Monday, January 30, 2017

"The drastic Republican border-tax package"


The title of the article is Jack Mintz: Why the drastic Republican border-tax package probably won’t happen. At the Financial Post.

Jack Mintz strikes me as just like all the other guys saying President Trump's economic policies won't work. I'll take advantage of this opportunity to say the people criticising Trump-o-nomics are probably the same people who didn't see the crisis coming, and who have not much changed their thinking in the years since. Just a guess, but that is how it strikes me.

So I'm not going to quote any part of Mintz's article except this:
The proposal has three major elements. First, the federal corporate tax rate would be reduced from 35 to 20 per cent. Second, comes the cash-flow tax, which would allow companies to expense investments, but they could no longer deduct the interest they pay on debt. Third comes the border-adjustment tax, where companies would pay no corporate income tax on all export revenues, but would also no longer be allowed to deduct the cost of imported inputs from their taxable profits.

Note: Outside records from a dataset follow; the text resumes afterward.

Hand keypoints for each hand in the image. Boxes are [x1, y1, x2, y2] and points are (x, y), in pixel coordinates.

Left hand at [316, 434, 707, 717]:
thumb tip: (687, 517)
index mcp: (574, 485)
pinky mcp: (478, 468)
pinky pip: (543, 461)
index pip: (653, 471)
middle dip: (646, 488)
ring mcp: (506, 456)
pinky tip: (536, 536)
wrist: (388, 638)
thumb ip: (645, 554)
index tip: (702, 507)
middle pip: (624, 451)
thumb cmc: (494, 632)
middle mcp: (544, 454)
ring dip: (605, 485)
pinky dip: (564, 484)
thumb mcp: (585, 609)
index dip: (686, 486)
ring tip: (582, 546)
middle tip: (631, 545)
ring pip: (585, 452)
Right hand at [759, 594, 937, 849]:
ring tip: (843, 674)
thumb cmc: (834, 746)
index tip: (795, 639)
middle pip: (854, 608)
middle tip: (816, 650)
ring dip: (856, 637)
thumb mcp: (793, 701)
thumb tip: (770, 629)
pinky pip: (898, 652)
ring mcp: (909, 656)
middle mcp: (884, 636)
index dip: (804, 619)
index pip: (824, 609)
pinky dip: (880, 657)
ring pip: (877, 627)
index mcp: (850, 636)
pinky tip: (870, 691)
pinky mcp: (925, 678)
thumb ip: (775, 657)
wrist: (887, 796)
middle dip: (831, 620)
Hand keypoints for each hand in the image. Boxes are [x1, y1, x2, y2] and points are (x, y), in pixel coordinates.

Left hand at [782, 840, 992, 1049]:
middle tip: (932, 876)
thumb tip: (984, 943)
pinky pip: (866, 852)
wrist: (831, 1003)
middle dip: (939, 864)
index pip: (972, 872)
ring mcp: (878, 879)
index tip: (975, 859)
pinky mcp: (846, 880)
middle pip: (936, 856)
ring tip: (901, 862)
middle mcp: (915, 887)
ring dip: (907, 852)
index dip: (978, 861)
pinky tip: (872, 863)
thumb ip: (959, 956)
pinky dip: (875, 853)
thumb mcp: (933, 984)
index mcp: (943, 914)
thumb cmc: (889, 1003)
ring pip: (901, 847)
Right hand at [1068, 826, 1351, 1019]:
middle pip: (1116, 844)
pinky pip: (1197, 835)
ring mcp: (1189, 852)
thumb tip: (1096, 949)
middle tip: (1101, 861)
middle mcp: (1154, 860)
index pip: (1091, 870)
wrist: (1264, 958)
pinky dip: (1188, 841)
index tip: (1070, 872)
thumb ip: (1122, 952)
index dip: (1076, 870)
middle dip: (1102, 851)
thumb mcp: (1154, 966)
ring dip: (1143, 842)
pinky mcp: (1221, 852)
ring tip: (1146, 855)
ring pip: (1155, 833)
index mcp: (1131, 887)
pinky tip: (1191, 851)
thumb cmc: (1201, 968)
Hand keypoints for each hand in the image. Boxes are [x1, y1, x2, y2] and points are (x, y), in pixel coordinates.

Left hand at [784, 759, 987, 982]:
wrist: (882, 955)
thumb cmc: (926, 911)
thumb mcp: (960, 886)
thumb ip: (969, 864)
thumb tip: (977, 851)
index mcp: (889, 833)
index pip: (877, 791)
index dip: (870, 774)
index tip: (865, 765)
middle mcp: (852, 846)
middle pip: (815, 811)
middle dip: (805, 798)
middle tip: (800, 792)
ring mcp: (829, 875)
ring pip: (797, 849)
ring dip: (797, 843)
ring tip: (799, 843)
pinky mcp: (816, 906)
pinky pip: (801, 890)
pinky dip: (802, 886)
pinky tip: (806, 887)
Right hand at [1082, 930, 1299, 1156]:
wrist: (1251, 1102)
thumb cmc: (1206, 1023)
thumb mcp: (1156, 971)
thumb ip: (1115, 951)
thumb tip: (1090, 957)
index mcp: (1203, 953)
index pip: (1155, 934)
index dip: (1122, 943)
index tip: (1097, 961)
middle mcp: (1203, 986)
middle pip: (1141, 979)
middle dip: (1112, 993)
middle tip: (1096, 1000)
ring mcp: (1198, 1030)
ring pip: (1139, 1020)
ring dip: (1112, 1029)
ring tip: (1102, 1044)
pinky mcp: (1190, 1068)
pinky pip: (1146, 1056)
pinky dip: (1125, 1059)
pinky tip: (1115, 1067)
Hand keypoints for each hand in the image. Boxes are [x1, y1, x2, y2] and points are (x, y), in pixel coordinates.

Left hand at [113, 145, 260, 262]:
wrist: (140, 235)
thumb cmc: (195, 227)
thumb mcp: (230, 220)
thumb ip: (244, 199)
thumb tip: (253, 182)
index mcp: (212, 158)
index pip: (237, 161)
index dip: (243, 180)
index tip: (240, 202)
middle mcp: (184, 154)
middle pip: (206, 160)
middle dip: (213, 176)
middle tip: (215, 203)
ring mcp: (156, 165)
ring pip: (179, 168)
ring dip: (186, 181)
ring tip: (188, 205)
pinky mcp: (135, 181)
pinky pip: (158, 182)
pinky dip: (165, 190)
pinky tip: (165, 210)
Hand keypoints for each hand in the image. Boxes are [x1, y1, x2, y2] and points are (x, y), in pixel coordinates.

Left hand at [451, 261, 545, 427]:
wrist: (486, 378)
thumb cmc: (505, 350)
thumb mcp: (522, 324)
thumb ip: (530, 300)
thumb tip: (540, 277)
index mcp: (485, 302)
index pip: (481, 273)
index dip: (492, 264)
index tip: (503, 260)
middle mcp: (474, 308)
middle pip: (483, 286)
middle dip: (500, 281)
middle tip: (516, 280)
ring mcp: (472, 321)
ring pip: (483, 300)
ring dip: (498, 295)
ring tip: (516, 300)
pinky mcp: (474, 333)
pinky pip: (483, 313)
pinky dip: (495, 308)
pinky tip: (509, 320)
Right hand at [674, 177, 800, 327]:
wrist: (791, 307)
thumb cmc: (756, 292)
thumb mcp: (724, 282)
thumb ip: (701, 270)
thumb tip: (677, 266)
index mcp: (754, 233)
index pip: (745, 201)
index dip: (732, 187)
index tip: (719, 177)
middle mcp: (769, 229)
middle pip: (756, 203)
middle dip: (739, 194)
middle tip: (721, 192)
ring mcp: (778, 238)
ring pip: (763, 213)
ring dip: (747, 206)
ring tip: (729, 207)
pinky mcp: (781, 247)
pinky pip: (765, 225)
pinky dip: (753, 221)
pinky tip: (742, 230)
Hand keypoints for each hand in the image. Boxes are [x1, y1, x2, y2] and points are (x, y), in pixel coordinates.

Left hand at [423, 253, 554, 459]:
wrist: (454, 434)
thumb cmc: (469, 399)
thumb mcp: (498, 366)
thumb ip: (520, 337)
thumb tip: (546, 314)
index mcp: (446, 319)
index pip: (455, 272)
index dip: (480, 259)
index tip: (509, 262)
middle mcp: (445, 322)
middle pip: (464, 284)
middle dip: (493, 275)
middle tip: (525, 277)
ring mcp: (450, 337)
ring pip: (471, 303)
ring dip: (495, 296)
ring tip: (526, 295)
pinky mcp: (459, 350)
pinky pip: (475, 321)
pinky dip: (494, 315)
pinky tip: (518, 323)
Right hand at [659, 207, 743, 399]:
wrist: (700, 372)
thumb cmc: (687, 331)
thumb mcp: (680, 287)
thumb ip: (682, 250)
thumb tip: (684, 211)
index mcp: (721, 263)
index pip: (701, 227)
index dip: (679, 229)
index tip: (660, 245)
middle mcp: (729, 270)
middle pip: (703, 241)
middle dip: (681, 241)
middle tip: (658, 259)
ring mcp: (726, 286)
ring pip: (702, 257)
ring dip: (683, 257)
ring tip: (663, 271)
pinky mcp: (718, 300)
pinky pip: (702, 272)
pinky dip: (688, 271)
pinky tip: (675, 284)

There are things in there that I don't care for, and things in there that I don't care about. And there is this:

They could no longer deduct the interest they pay on debt.

Of all the things that must be done, this is right up at the top.

// Update:

For more on the tax proposal see Border Adjustments, Tariffs, VAT, and the Corporate Income Tax the Conversable Economist.

1 comment:

The Arthurian said...

27 July 2017: Speaker Ryan admits defeat, giving up on border adjustment tax:

"The import tax measure was opposed by many Republicans and White House advisers because they argued it would drive up costs for millions of Americans on a range of items, including clothing, electronics and automobiles."

Costs and incomes. It would drive up costs and incomes for millions of Americans.

PS: The expansion of imports is not a good anti-inflation policy.